* **Aim of the exercise**:
Below are the records; give the number of their lines that contain the word "junction" and nothing more.

════════════════════

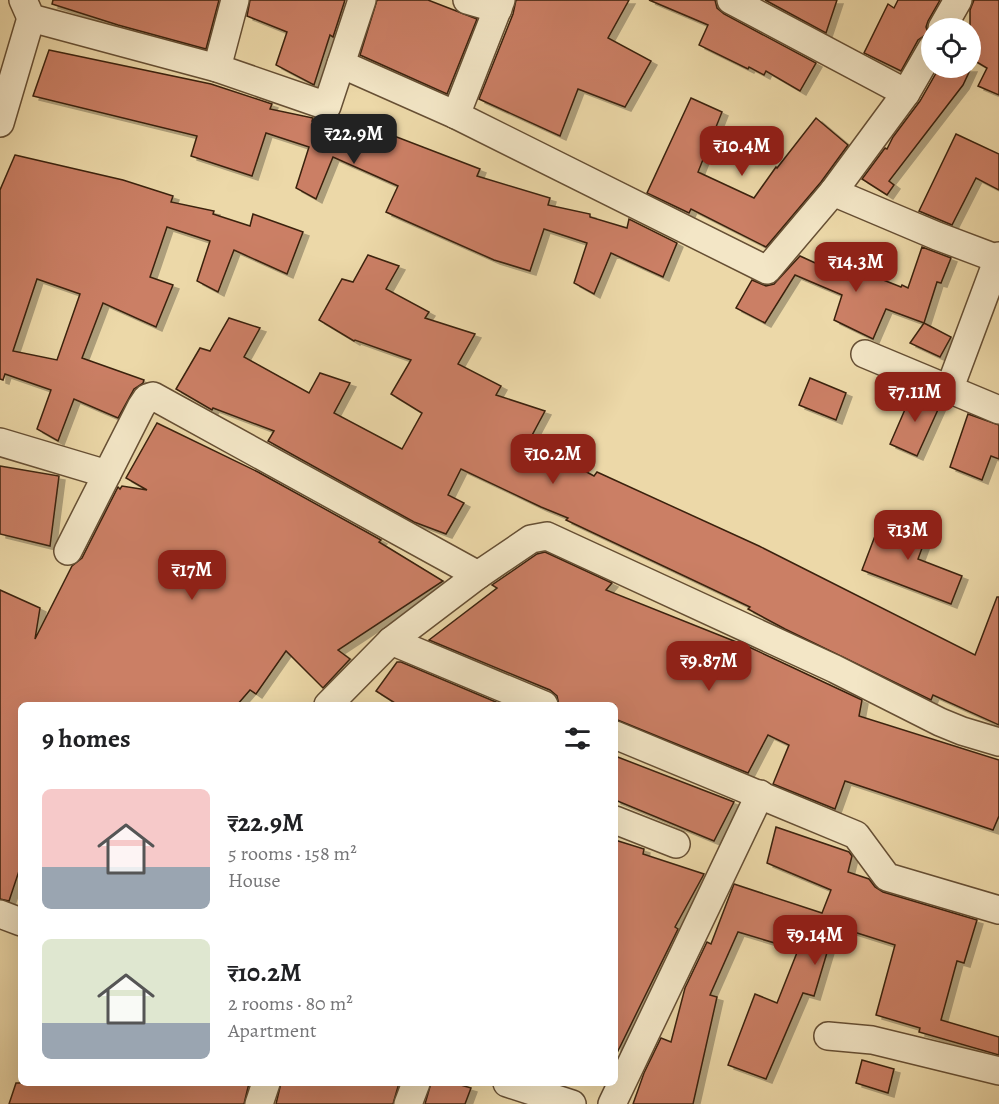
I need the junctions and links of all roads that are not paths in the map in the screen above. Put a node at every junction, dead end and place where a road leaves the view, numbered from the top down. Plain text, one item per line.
1 (235, 0) edge
2 (362, 0) edge
3 (468, 0) edge
4 (731, 0) edge
5 (958, 0) edge
6 (499, 5) edge
7 (27, 9) edge
8 (948, 18) edge
9 (341, 64) junction
10 (921, 67) edge
11 (216, 68) junction
12 (906, 93) junction
13 (456, 115) junction
14 (0, 123) edge
15 (833, 192) junction
16 (998, 257) edge
17 (865, 354) dead end
18 (949, 390) junction
19 (999, 410) edge
20 (0, 442) edge
21 (107, 474) junction
22 (68, 551) dead end
23 (478, 575) junction
24 (391, 641) junction
25 (339, 702) edge
26 (537, 702) edge
27 (618, 736) edge
28 (999, 742) edge
29 (760, 794) junction
30 (618, 821) edge
31 (676, 844) dead end
32 (999, 910) edge
33 (0, 915) edge
34 (18, 921) edge
35 (828, 1036) dead end
36 (999, 1071) edge
37 (265, 1086) edge
38 (415, 1086) edge
39 (516, 1086) edge
40 (259, 1104) edge
41 (408, 1104) edge
42 (572, 1104) edge
43 (612, 1104) edge

1 - 11 street
2 - 9 street
3 - 6 street
4 - 12 street
5 - 8 street
6 - 13 street
7 - 11 street
7 - 14 street
9 - 11 street
9 - 13 street
10 - 12 street
12 - 15 street
13 - 15 street
15 - 16 street
16 - 18 street
17 - 18 street
18 - 19 street
20 - 21 street
21 - 22 street
21 - 23 street
23 - 24 street
23 - 28 street
24 - 25 street
24 - 26 street
27 - 29 street
29 - 32 street
29 - 43 street
30 - 31 street
33 - 34 street
35 - 36 street
37 - 40 street
38 - 41 street
39 - 42 street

════════════════════

* **Result**:
11